Laravel liming chunk collection

  • Little Intro about chunk :

Laravel comes up with an excellent Eloquent ORM. There are lot of cool things in Eloquent, one of which is chunk method.

Usually when you need to process large data, lets say you want to update users table and assign a coupon code based on 3rd party APIs.

What you can do is :

User::get()->each(function($user){

    $coupon = API::getCouponCode($user->email);
    $user->coupon = $coupon;
    $user->save();
});

Doing this is good but if you have thousands of users, loading them all up at once to do the coupon saving process. That's going to take consume a hige memory at a time and maybe the server will be exusted because so much data is stored in memory for processing at a time.

The chunk method helps these kind of implementations. Chunking records means taking a batch of records by a limit, process those, take the next batch processing those and so on... The idea is you are taking a subset of data to process at a time instead of entire data loaded into memory.

The chunk method will retrieve a "chunk" of Eloquent models, feeding them to a given Closure for processing. Using the chunk method will conserve memory when working with large result sets.

Lets do the same but with chunk this time :

$recodsPerBatch = 50;

User::chunk($recodsPerBatch, function($user){

    $coupon = API::getCouponCode($user->email);
    $user->coupon = $coupon;
    $user->save();
});

Now, as you can probably guess this will take 50 user records at a time to process, once those are completed it will take next 50 untill all records are procesed by chunk closure.

  • The main problem Limit with Chunk :

Let's apply limit to the above example :

$recodsPerBatch = 50;

User::limit(100)->chunk($recodsPerBatch, function($user){

    $coupon = API::getCouponCode($user->email);
    $user->coupon = $coupon;
    $user->save();
});

If you would think laravel will chunk 50 records in 2 batches are we are limiting the total records to 100, oops not really.

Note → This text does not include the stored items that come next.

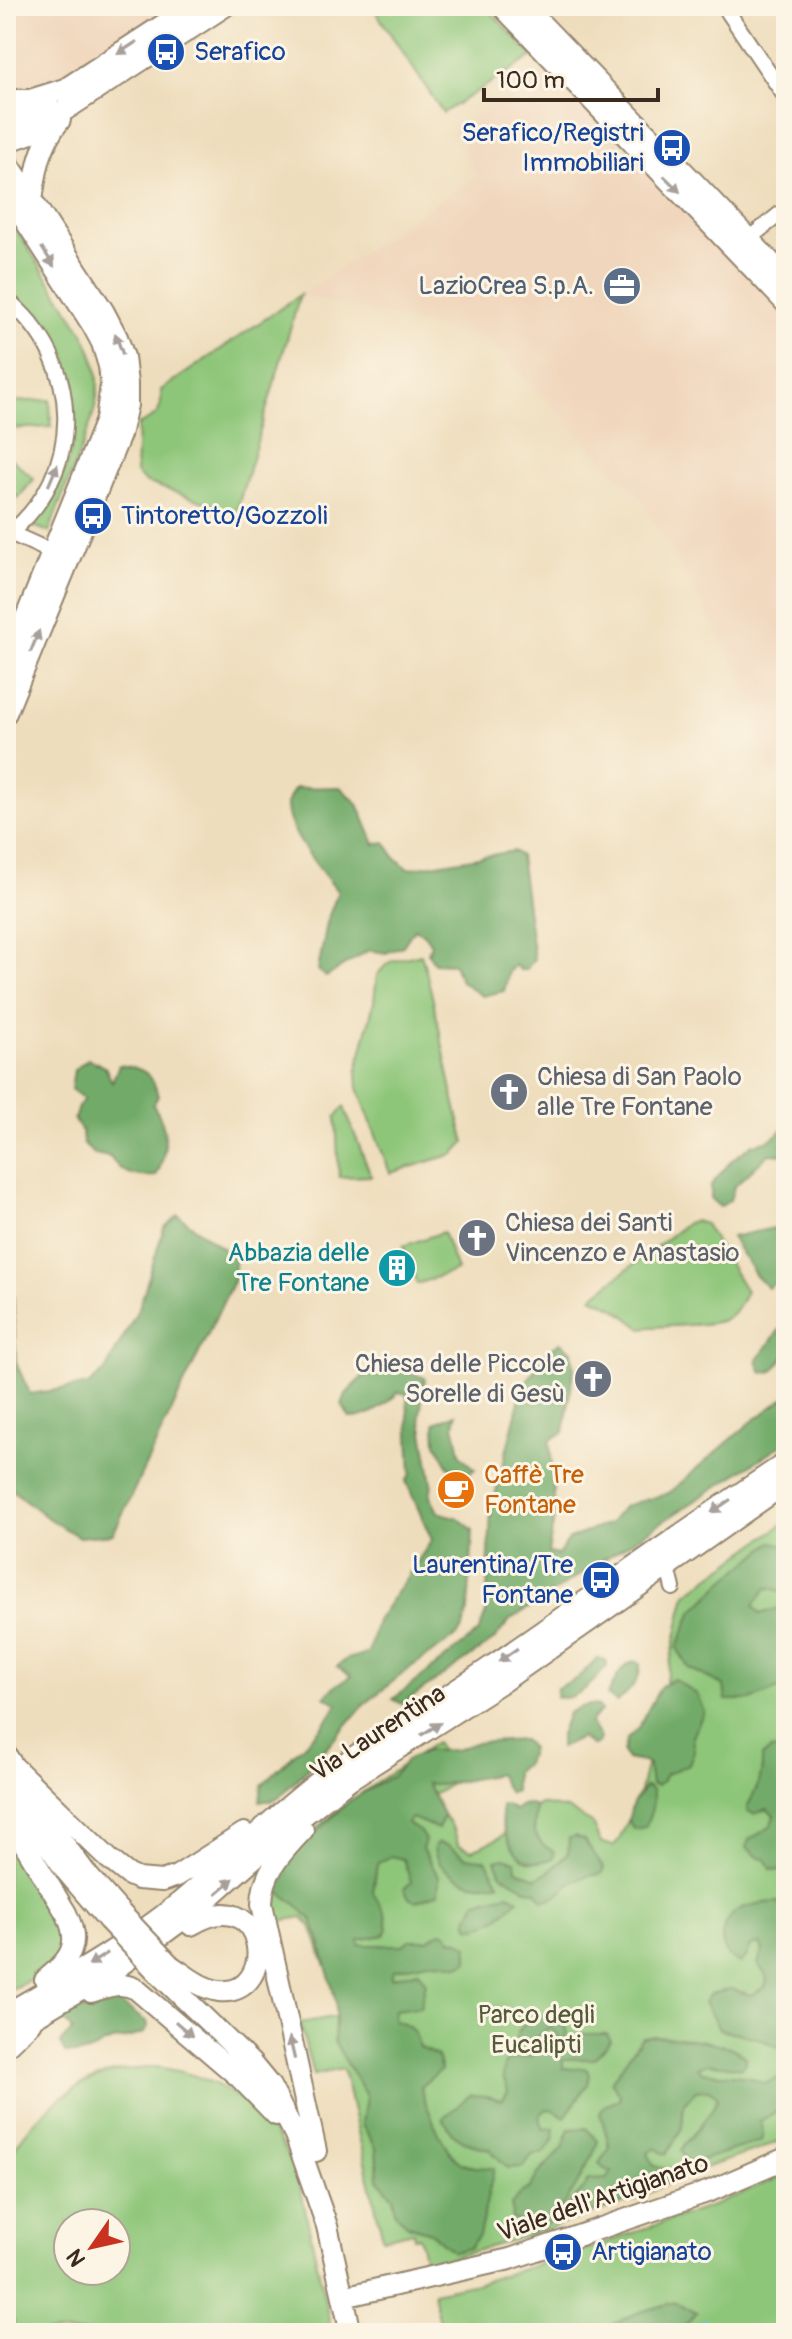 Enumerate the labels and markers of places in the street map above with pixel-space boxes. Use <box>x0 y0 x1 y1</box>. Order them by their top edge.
bus stop icon: Serafico <box>145 31 187 73</box>
place label: Serafico <box>194 36 286 68</box>
place label: Serafico/Registri Immobiliari <box>461 117 644 179</box>
bus stop icon: Serafico/Registri Immobiliari <box>651 127 693 169</box>
office icon: LazioCrea S.p.A. <box>601 265 643 307</box>
place label: LazioCrea S.p.A. <box>418 270 594 302</box>
bus stop icon: Tintoretto/Gozzoli <box>72 495 114 537</box>
place label: Tintoretto/Gozzoli <box>121 500 328 532</box>
place label: Chiesa di San Paolo alle Tre Fontane <box>537 1061 742 1123</box>
church icon: Chiesa di San Paolo alle Tre Fontane <box>488 1071 530 1113</box>
place label: Chiesa dei Santi Vincenzo e Anastasio <box>505 1207 740 1269</box>
church icon: Chiesa dei Santi Vincenzo e Anastasio <box>456 1217 498 1259</box>
place label: Abbazia delle Tre Fontane <box>228 1237 369 1299</box>
building icon: Abbazia delle Tre Fontane <box>376 1247 418 1289</box>
place label: Chiesa delle Piccole Sorelle di Gesù <box>355 1348 565 1410</box>
church icon: Chiesa delle Piccole Sorelle di Gesù <box>572 1358 614 1400</box>
place label: Caffè Tre Fontane <box>484 1459 584 1521</box>
cafe icon: Caffè Tre Fontane <box>435 1469 477 1511</box>
place label: Laurentina/Tre Fontane <box>412 1549 573 1611</box>
bus stop icon: Laurentina/Tre Fontane <box>580 1559 622 1601</box>
bus stop icon: Artigianato <box>542 2231 584 2273</box>
place label: Artigianato <box>591 2236 712 2268</box>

Laravel will do series of queries like below to chunk the records :

select * from `users` limit 50 offset 0
select * from `users` limit 50 offset 50
select * from `users` limit 50 offset 100
...

The chunk method ignores any previous eloquent method which applies limit. It can be limit and offset OR take and skip...

This becomes a problem for which lot of people had raised an issue on laravel's github repo. But Laravel's core dev team mentioned this is the expected behaviour and rightfully so.. Chunk itself is using limit to convert entire collection in batches.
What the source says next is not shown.